On the front of the box, you’ve got a headphone jack, 2 x USB-A and a MicroSD card reader. Everything you’ll need to — potentially — plugin and out on a regular basis. On the rear, you’ve got the power port, a Kensington lock port, ethernet, 2 x HDMI, 2 x USB-A ports and 1 x USB-C for power input, data and video output. All tolled you can connect up to 4 x 4K monitors to this making it a very capable device for daily use.

The Linux experience on ChromeOS has improved greatly too. Now you’ve simply got to go into the settings and install it. Once you’ve got the Linux interface installed, then there’s a pile of doors open for you on the interface. You’ve got the full array of Linux installation apps available, including options like Gimp that overcome some of the potential hurdles with the software on ChromeOS.

Provided you don’t want to do any gaming on it, you’ll definitely do well with a Chromebox 4.

Where does it lack?

The story hasn’t changed much since our review of the Chromebox 3. The biggest issues that some users will face are still present, starting with storage.
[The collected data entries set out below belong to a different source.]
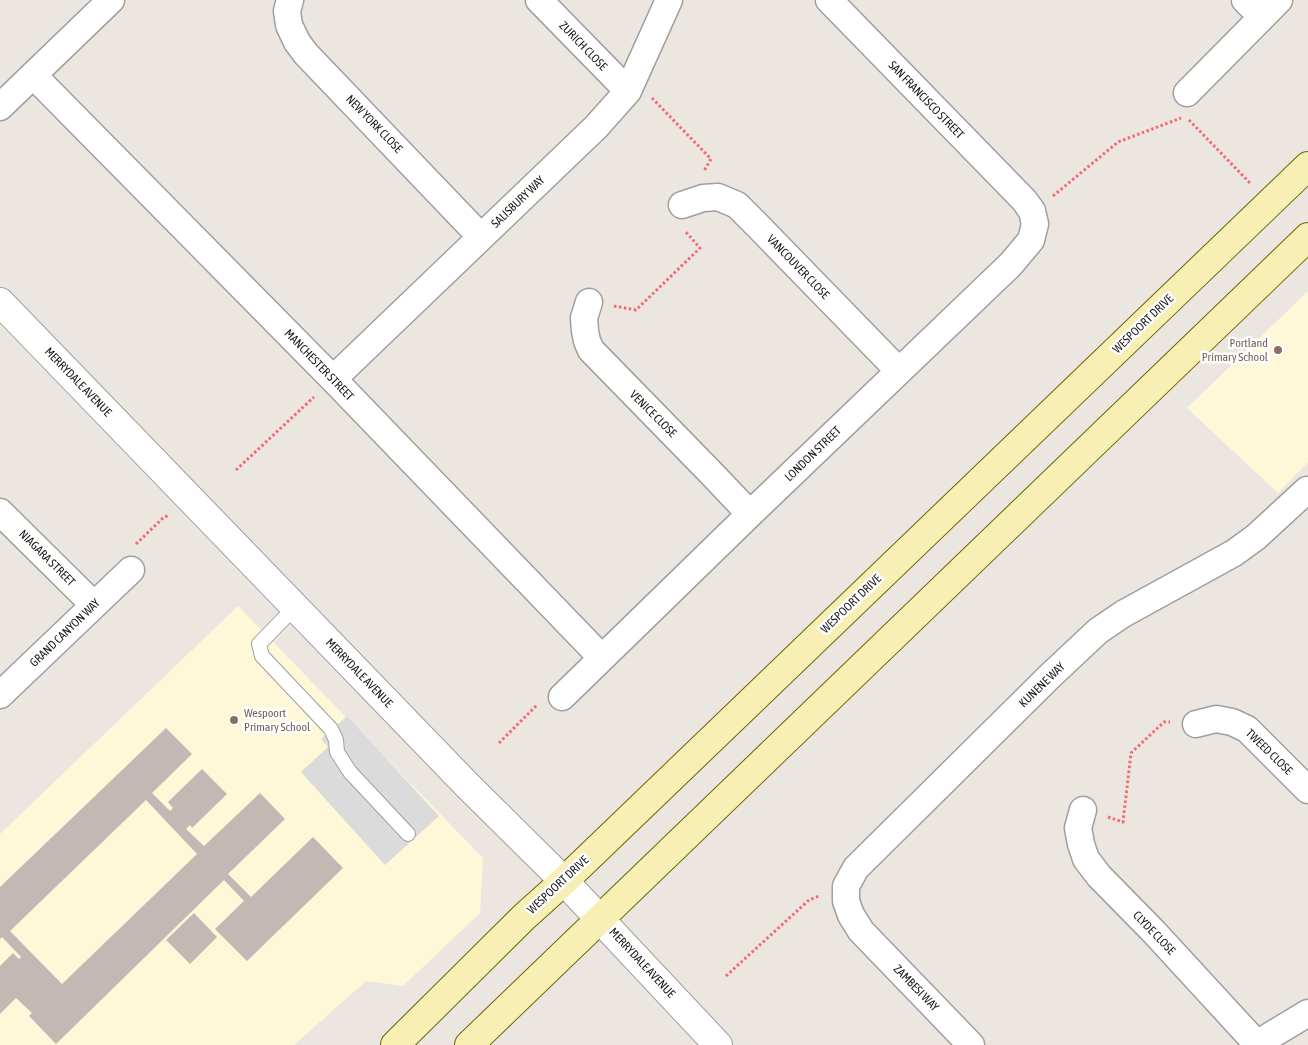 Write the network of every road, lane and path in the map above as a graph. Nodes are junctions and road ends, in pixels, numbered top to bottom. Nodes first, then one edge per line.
1 (111, 0) edge
2 (290, 0) edge
3 (539, 0) edge
4 (669, 0) edge
5 (829, 0) edge
6 (1262, 6) edge
7 (32, 75) junction
8 (628, 91) junction
9 (1187, 93) dead end
10 (0, 107) edge
11 (1308, 166) edge
12 (1250, 183) dead end
13 (682, 205) junction
14 (1028, 205) junction
15 (1308, 237) edge
16 (481, 238) junction
17 (0, 302) edge
18 (589, 302) joint
19 (899, 371) junction
20 (333, 379) junction
21 (236, 470) dead end
22 (1308, 490) edge
23 (0, 512) edge
24 (173, 513) dead end
25 (750, 514) junction
26 (130, 570) joint
27 (94, 605) junction
28 (295, 607) junction
29 (602, 657) junction
30 (0, 695) edge
31 (562, 697) joint
32 (1196, 724) joint
33 (499, 743) dead end
34 (1308, 790) edge
35 (1083, 810) joint
36 (408, 834) dead end
37 (564, 881) junction
38 (846, 886) junction
39 (600, 919) junction
40 (726, 976) dead end
41 (1308, 1013) edge
42 (1256, 1044) edge
43 (395, 1045) edge
44 (469, 1045) edge
45 (718, 1045) edge
46 (972, 1045) edge

1 - 7 street
2 - 16 street, NEW YORK CLOSE
3 - 8 street, ZURICH CLOSE
4 - 8 street, SALISBURY WAY
5 - 14 street, SAN FRANCISCO STREET
6 - 9 street
7 - 10 street
7 - 20 street, MANCHESTER STREET
8 - 13 path
8 - 16 street, SALISBURY WAY
11 - 37 main road, WESPOORT DRIVE
12 - 14 path
13 - 18 path
13 - 19 street, VANCOUVER CLOSE
14 - 19 street, LONDON STREET
15 - 39 main road
16 - 20 street, SALISBURY WAY
17 - 28 street, MERRYDALE AVENUE
18 - 25 street, VENICE CLOSE
19 - 25 street, LONDON STREET
20 - 21 path
20 - 29 street, MANCHESTER STREET
22 - 38 street, KUNENE WAY
23 - 27 street, NIAGARA STREET
24 - 26 path
25 - 29 street, LONDON STREET
26 - 27 street, GRAND CANYON WAY
27 - 30 street, GRAND CANYON WAY
28 - 36 lane
28 - 37 street, MERRYDALE AVENUE
29 - 31 street, LONDON STREET
31 - 33 path
32 - 34 street, TWEED CLOSE
32 - 35 path
35 - 42 street, CLYDE CLOSE
37 - 39 street, MERRYDALE AVENUE
37 - 43 main road, WESPOORT DRIVE
38 - 40 path
38 - 46 street, ZAMBESI WAY
39 - 44 main road
39 - 45 street, MERRYDALE AVENUE
41 - 42 street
While it’s easily expanded, if you’re using a ChromeOS device you’re probably well invested in the Google ecosystem with much of your personal data in the cloud so you may as well leave it there!

We’ve mentioned gaming already and while that shortfall is very much focussed on hardware (lack of video capability), there’s also a software shortfall in that major titles aren’t brought to ChromeOS. That extends to some of the mainstream video and photo editing options being notable by their absence. This certainly isn’t due to a lack of processing power, more likely the software developers lack the willingness to introduce another platform to maintain their software on.
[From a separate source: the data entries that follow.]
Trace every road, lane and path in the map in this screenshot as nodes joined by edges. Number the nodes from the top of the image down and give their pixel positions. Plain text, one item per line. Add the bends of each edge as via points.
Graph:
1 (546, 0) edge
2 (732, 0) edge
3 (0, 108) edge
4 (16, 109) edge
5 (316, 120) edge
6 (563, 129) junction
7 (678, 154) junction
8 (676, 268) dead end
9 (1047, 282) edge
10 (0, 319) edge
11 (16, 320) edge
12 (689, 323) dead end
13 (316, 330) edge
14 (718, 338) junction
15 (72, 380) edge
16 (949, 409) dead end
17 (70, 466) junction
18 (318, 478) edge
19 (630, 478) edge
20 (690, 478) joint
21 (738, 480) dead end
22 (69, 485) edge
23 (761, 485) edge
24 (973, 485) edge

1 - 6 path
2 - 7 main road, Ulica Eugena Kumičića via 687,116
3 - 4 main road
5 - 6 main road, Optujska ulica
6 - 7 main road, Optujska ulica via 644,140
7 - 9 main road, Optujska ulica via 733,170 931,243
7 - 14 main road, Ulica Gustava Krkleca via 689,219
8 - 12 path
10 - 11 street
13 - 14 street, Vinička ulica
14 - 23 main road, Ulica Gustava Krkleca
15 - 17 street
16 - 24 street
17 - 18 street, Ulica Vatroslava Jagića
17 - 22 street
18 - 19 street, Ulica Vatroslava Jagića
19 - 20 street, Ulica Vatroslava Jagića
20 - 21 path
The other issue that some users will face, is that — while improved greatly — some apps just aren’t designed for bigger screens. So while they do work, they’re clumsy in their implementation making the ChromeOS experience a little less polished.

The user experience

Setting up a ChromeOS device these days is as simple as putting your Google username and password into the device. Particularly if you’ve got a decent set of plugins in Chrome, your daily workflow just transfers over. All you need to do is to install any further apps you use from the Play Store. If you’re an Android user or a regular Chrome, or ChromeOS user the Chromebox will be a really smooth, comfortable transition. Having access to any app you regularly use, makes this an option to do as much, or as little as you may want it to.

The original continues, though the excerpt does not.